■ **What to do**: Retype the records that follow, every line exactly as written.
Task material Block Start
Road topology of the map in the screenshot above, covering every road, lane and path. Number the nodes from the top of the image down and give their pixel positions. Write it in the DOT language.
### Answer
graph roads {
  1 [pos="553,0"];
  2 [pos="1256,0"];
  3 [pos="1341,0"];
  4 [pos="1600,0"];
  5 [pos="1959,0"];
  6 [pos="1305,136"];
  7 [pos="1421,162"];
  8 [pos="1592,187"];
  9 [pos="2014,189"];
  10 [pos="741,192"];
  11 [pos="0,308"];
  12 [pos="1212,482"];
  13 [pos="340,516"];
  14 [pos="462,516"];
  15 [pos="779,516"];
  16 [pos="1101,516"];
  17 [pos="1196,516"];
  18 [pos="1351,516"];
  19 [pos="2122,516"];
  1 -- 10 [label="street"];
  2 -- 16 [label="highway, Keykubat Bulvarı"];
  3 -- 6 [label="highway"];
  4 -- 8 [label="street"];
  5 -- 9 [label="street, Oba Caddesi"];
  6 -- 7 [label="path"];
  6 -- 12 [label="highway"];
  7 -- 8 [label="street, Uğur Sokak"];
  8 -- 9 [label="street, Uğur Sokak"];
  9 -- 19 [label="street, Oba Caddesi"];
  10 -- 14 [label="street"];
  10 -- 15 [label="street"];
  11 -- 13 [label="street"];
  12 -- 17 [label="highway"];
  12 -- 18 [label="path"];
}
Task material Block End
■ **Exercise output**:
Road topology of the map in the screenshot above, covering every road, lane and path. Number the nodes from the top of the image down and give their pixel positions. Write it in the DOT language.
### Answer
graph roads {
  1 [pos="553,0"];
  2 [pos="1256,0"];
  3 [pos="1341,0"];
  4 [pos="1600,0"];
  5 [pos="1959,0"];
  6 [pos="1305,136"];
  7 [pos="1421,162"];
  8 [pos="1592,187"];
  9 [pos="2014,189"];
  10 [pos="741,192"];
  11 [pos="0,308"];
  12 [pos="1212,482"];
  13 [pos="340,516"];
  14 [pos="462,516"];
  15 [pos="779,516"];
  16 [pos="1101,516"];
  17 [pos="1196,516"];
  18 [pos="1351,516"];
  19 [pos="2122,516"];
  1 -- 10 [label="street"];
  2 -- 16 [label="highway, Keykubat Bulvarı"];
  3 -- 6 [label="highway"];
  4 -- 8 [label="street"];
  5 -- 9 [label="street, Oba Caddesi"];
  6 -- 7 [label="path"];
  6 -- 12 [label="highway"];
  7 -- 8 [label="street, Uğur Sokak"];
  8 -- 9 [label="street, Uğur Sokak"];
  9 -- 19 [label="street, Oba Caddesi"];
  10 -- 14 [label="street"];
  10 -- 15 [label="street"];
  11 -- 13 [label="street"];
  12 -- 17 [label="highway"];
  12 -- 18 [label="path"];
}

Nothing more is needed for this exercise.